Graffham is a village and civil parish in West Sussex, England, situated on the northern escarpment of the South Downs. The civil parish is made up of the village of Graffham, part of the hamlet of Selham, and South Ambersham. It forms part of the Bury Ward for the purposes of electing a Councillor to Chichester District Council.
In the 1861 census the parish covered 6.71 km² (1,658 acres) and had a population of 410. Selham was still a separate parish covering 4.22 km² (1,042 acres) with a population of 123.
In the 2001 census the parish covered 11.81 km² (2,917 acres) and had 229 households with a total population of 510 of whom 229 residents were economically active. The population at the 2011 Census was 516.

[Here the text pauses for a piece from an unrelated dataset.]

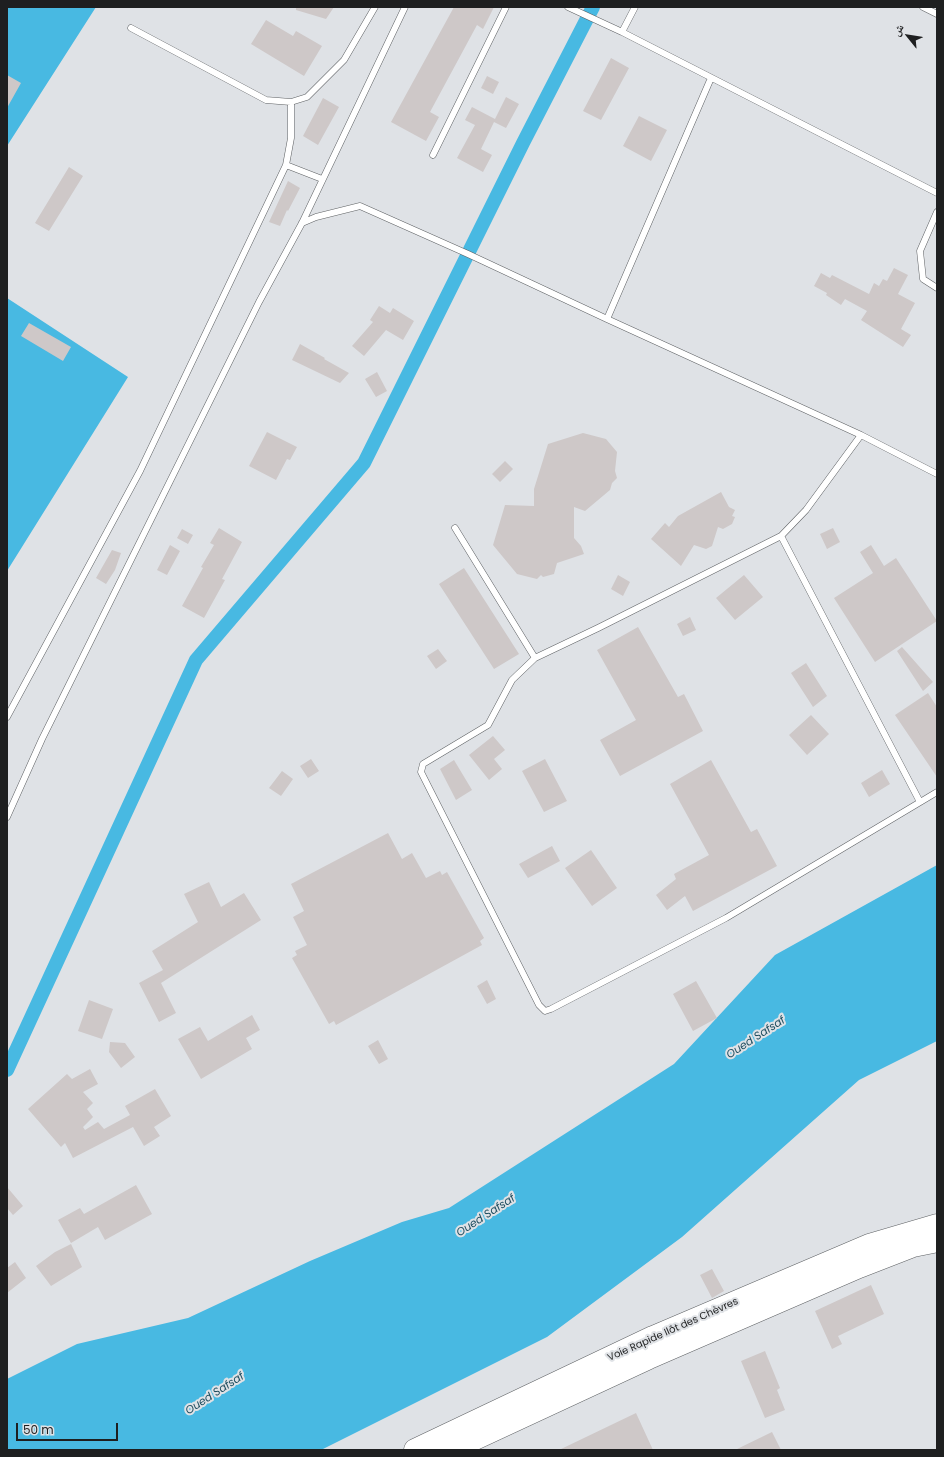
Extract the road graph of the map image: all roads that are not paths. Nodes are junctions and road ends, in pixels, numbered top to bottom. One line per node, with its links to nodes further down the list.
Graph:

The village of Graffham contains two pubs The Forester's Arms and The White Horse, a recreation ground, the Anglican parish church of St Giles, which was largely rebuilt between 1874 and 1887, and a primary school. Seaford College, an independent school, is close by.
Notable residents include David Young, Baron Young of Graffham , James Burnett and Timothy Bell, Baron Bell.
Selham contains The Three Moles, one of the smallest pubs in Sussex along with the church of St James which is largely 11th century, never having undergone any major rebuilding.
The parish also contains the remains of Lodsworth Castle, a large 13th-century motte near Selham at Lodsbridge beside the River Rother.